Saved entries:
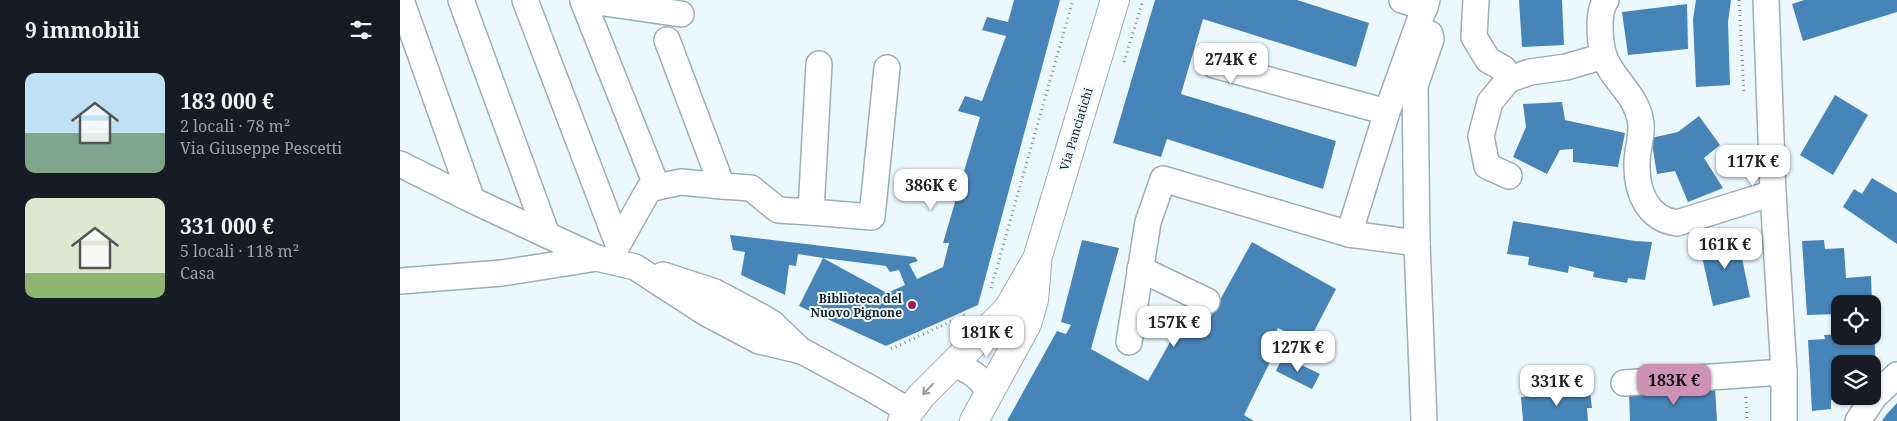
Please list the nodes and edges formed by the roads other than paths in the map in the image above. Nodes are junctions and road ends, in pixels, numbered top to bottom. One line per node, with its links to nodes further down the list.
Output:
1 (401, 0): 23 (street)
2 (461, 0): 26 (street)
3 (525, 0): 28 (street)
4 (583, 0): 10 (street); 21 (street)
5 (1115, 0): 29 (main road, Via Panciatichi)
6 (1476, 0): 16 (street)
7 (1606, 0): 12 (street)
8 (1766, 0): 22 (street)
9 (1420, 2): 17 (street); 27 (street)
10 (682, 14)
11 (667, 40): 20 (street)
12 (1604, 56): 16 (street); 22 (street)
13 (819, 64): 24 (street)
14 (1214, 65): 17 (street)
15 (887, 68): 24 (street)
16 (1508, 80): 19 (street)
17 (1387, 112): 25 (street)
18 (400, 164): 23 (street)
19 (1509, 176)
20 (722, 186): 21 (street); 24 (street)
21 (657, 187): 28 (street)
22 (1773, 193): 35 (street)
23 (472, 200): 26 (street)
24 (811, 212)
25 (1349, 234): 27 (street); 30 (street)
26 (547, 235): 28 (street)
27 (1417, 242): 41 (street)
28 (608, 254): 31 (street); 39 (street)
29 (1037, 259): 34 (main road); 38 (main road)
30 (1140, 269): 32 (street); 33 (street)
31 (400, 281)
32 (1207, 301)
33 (1129, 342)
34 (952, 364): 38 (street); 39 (main road, one-way to 39)
35 (1784, 372): 37 (street); 42 (street)
36 (1897, 376): 43 (street)
37 (1624, 383)
38 (988, 393): 40 (main road)
39 (905, 416)
40 (974, 421)
41 (1424, 421)
42 (1784, 421)
43 (1858, 421)

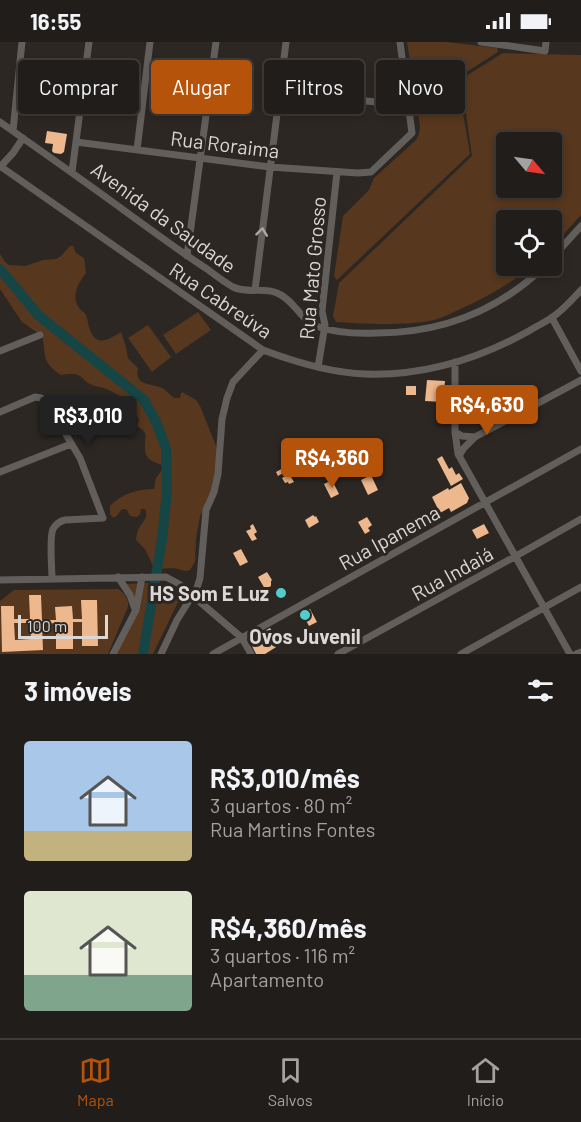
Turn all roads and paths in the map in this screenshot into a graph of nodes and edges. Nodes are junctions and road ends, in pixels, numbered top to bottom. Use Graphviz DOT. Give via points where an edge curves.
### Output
graph roads {
  1 [pos="22,42"];
  2 [pos="89,42"];
  3 [pos="150,42"];
  4 [pos="216,42"];
  5 [pos="286,42"];
  6 [pos="400,42"];
  7 [pos="480,42"];
  8 [pos="485,42"];
  9 [pos="546,42"];
  10 [pos="284,60"];
  11 [pos="403,60"];
  12 [pos="277,114"];
  13 [pos="410,114"];
  14 [pos="0,122"];
  15 [pos="13,131"];
  16 [pos="23,138"];
  17 [pos="76,142"];
  18 [pos="137,150"];
  19 [pos="201,158"];
  20 [pos="270,166"];
  21 [pos="0,167"];
  22 [pos="72,172"];
  23 [pos="338,172"];
  24 [pos="581,226"];
  25 [pos="562,247"];
  26 [pos="187,256"];
  27 [pos="533,276"];
  28 [pos="255,290"];
  29 [pos="581,290"];
  30 [pos="552,318"];
  31 [pos="325,328"];
  32 [pos="40,335"];
  33 [pos="263,350"];
  34 [pos="0,351"];
  35 [pos="456,362"];
  36 [pos="318,367"];
  37 [pos="581,370"];
  38 [pos="581,380"];
  39 [pos="0,412"];
  40 [pos="455,432"];
  41 [pos="475,437"];
  42 [pos="71,444"];
  43 [pos="581,449"];
  44 [pos="459,456"];
  45 [pos="0,472"];
  46 [pos="485,502"];
  47 [pos="581,519"];
  48 [pos="516,556"];
  49 [pos="118,577"];
  50 [pos="144,577"];
  51 [pos="52,579"];
  52 [pos="2,583"];
  53 [pos="581,587"];
  54 [pos="192,596"];
  55 [pos="544,607"];
  56 [pos="136,610"];
  57 [pos="242,638"];
  58 [pos="581,651"];
  59 [pos="113,654"];
  60 [pos="161,654"];
  61 [pos="213,654"];
  62 [pos="251,654"];
  63 [pos="338,654"];
  64 [pos="461,654"];
  65 [pos="570,654"];
  66 [pos="576,654"];
  1 -- 15 [label="street"];
  2 -- 17 [label="street"];
  3 -- 18 [label="street"];
  4 -- 19 [label="street"];
  5 -- 10 [label="street"];
  6 -- 11 [label="street"];
  7 -- 8 [label="street"];
  8 -- 9 [label="street" via="545,51"];
  12 -- 20 [label="street"];
  13 -- 23 [label="street, Rua Roraima" via="412,134 371,172"];
  14 -- 15 [label="street, Avenida da Saudade"];
  15 -- 16 [label="street, Avenida da Saudade"];
  16 -- 21 [label="street"];
  16 -- 22 [label="street, Avenida da Saudade"];
  17 -- 18 [label="street, Rua Roraima"];
  17 -- 22 [label="street"];
  18 -- 19 [label="street, Rua Roraima"];
  19 -- 20 [label="street, Rua Roraima"];
  19 -- 26 [label="street"];
  20 -- 23 [label="street, Rua Roraima"];
  28 -- 20 [label="street, one-way"];
  21 -- 33 [label="street, Rua Cabreúva"];
  22 -- 26 [label="street, Avenida da Saudade"];
  23 -- 31 [label="street, Rua Mato Grosso" via="322,311"];
  24 -- 25 [label="street"];
  26 -- 28 [label="street, Avenida da Saudade" via="231,286"];
  27 -- 31 [label="street, Avenida da Saudade" via="495,303 446,324 388,333"];
  28 -- 31 [label="street, Avenida da Saudade" via="280,294 312,324"];
  29 -- 30 [label="street, Rua Cabreúva"];
  30 -- 35 [label="street, Rua Cabreúva" via="495,348"];
  30 -- 37 [label="street"];
  31 -- 36 [label="street, Rua Mato Grosso"];
  32 -- 34 [label="street"];
  33 -- 36 [label="street, Rua Cabreúva"];
  33 -- 54 [label="street" via="233,382 227,398 218,474 206,510 200,578"];
  35 -- 36 [label="street, Rua Cabreúva" via="388,374"];
  35 -- 40 [label="street"];
  38 -- 41 [label="street"];
  39 -- 42 [label="street" via="41,398"];
  40 -- 41 [label="street"];
  40 -- 44 [label="street"];
  41 -- 44 [label="street"];
  42 -- 45 [label="street"];
  42 -- 51 [label="street" via="103,518 65,520 56,525 51,535"];
  43 -- 46 [label="street, Rua Ipanema"];
  44 -- 46 [label="street"];
  46 -- 48 [label="street"];
  46 -- 57 [label="street, Rua Ipanema"];
  47 -- 48 [label="street, Rua Indaiá"];
  48 -- 55 [label="street"];
  48 -- 63 [label="street, Rua Indaiá"];
  49 -- 50 [label="street"];
  49 -- 51 [label="street"];
  49 -- 56 [label="street"];
  50 -- 54 [label="street" via="166,577"];
  50 -- 56 [label="street"];
  51 -- 52 [label="street"];
  53 -- 55 [label="street"];
  54 -- 57 [label="street"];
  54 -- 60 [label="street"];
  55 -- 64 [label="street"];
  55 -- 65 [label="street"];
  56 -- 59 [label="street"];
  57 -- 61 [label="street, Rua Ipanema"];
  57 -- 62 [label="street"];
  58 -- 66 [label="street"];
}
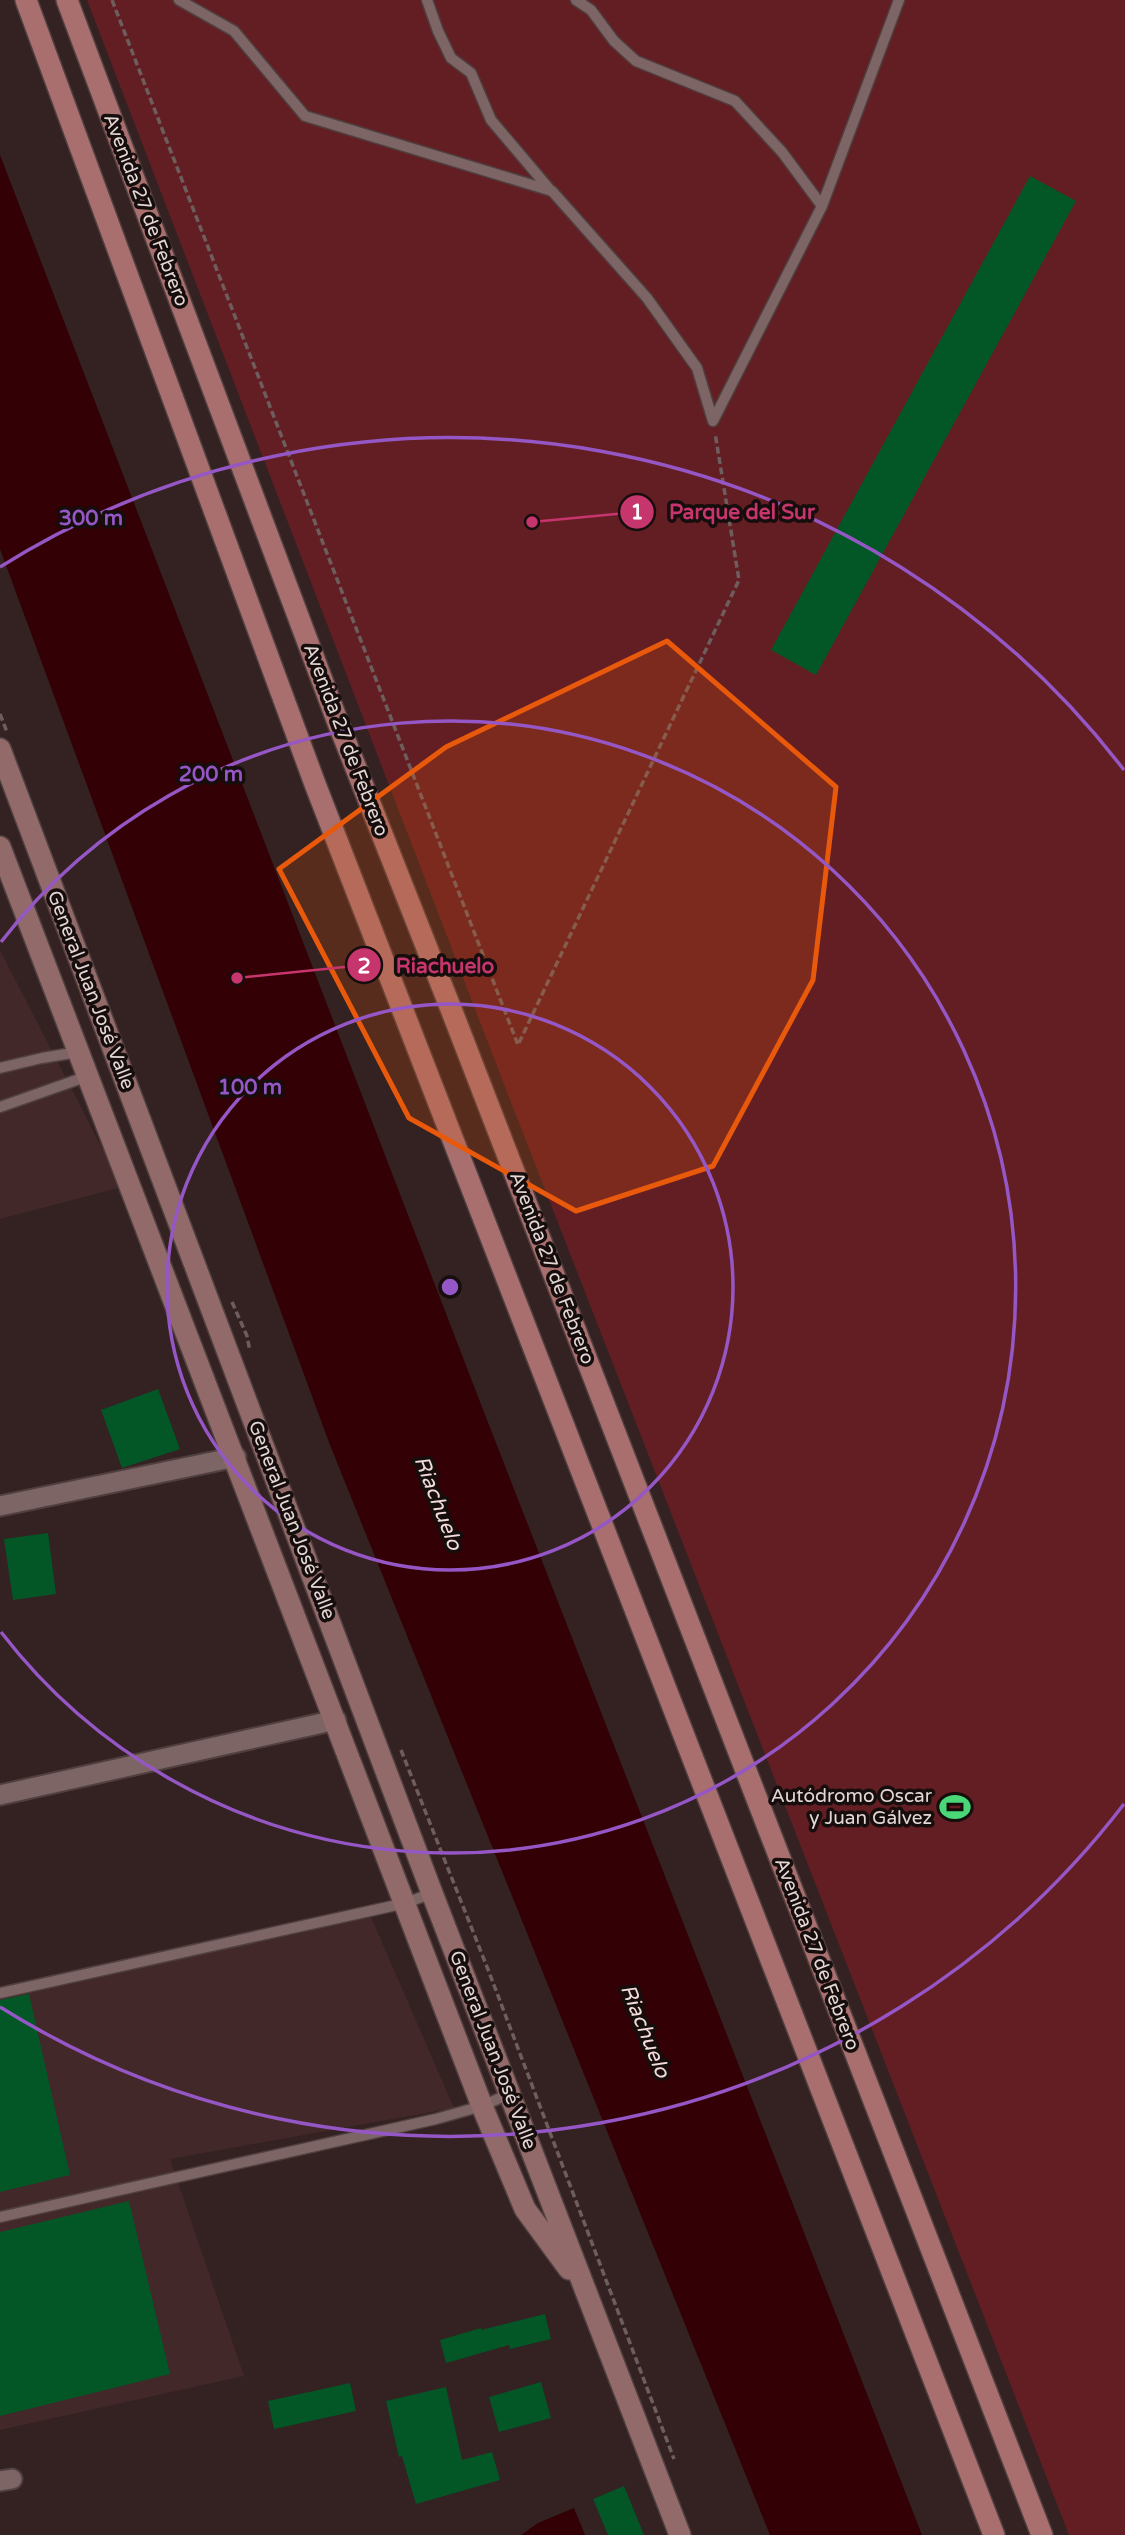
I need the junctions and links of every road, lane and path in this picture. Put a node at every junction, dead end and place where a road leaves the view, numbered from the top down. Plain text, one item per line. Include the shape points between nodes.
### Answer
1 (26, 0) edge
2 (67, 0) edge
3 (112, 0) edge
4 (179, 0) edge
5 (427, 0) edge
6 (576, 0) edge
7 (898, 0) edge
8 (552, 191) junction
9 (822, 206) junction
10 (713, 421) junction
11 (0, 749) edge
12 (0, 847) edge
13 (79, 1052) junction
14 (0, 1068) edge
15 (88, 1076) junction
16 (0, 1107) edge
17 (236, 1457) junction
18 (0, 1506) edge
19 (336, 1720) junction
20 (0, 1795) edge
21 (432, 1893) junction
22 (406, 1903) junction
23 (0, 1993) edge
24 (510, 2094) junction
25 (482, 2106) junction
26 (0, 2217) edge
27 (585, 2291) junction
28 (680, 2535) edge
29 (994, 2535) edge
30 (1042, 2535) edge

1 - 29 main road, Avenida 27 de Febrero via 310,771
2 - 30 main road, Avenida 27 de Febrero via 337,720
3 - 10 path via 518,1045 739,580
4 - 8 lane via 234,31 306,116
5 - 8 lane via 451,58 471,74 491,120
6 - 9 lane via 591,10 636,61 735,101 782,152
7 - 9 lane
8 - 10 lane via 648,298 697,368
9 - 10 lane
11 - 21 main road, General Juan José Valle
12 - 13 main road, General Juan José Valle
13 - 14 lane
13 - 15 main road, General Juan José Valle
15 - 16 lane
15 - 17 main road, General Juan José Valle
17 - 18 street
17 - 19 main road, General Juan José Valle
19 - 20 street
19 - 22 main road, General Juan José Valle
21 - 22 lane
21 - 24 main road, General Juan José Valle
22 - 23 lane
22 - 25 main road, General Juan José Valle
24 - 25 lane
24 - 27 main road, General Juan José Valle
25 - 26 lane
25 - 27 main road, General Juan José Valle via 525,2209
27 - 28 main road, General Juan José Valle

> **The problem**:
Check each line above for the string "Roraima" and copy those that have it.

> **Answer for this exercise**:
  13 -- 23 [label="street, Rua Roraima" via="412,134 371,172"];
  17 -- 18 [label="street, Rua Roraima"];
  18 -- 19 [label="street, Rua Roraima"];
  19 -- 20 [label="street, Rua Roraima"];
  20 -- 23 [label="street, Rua Roraima"];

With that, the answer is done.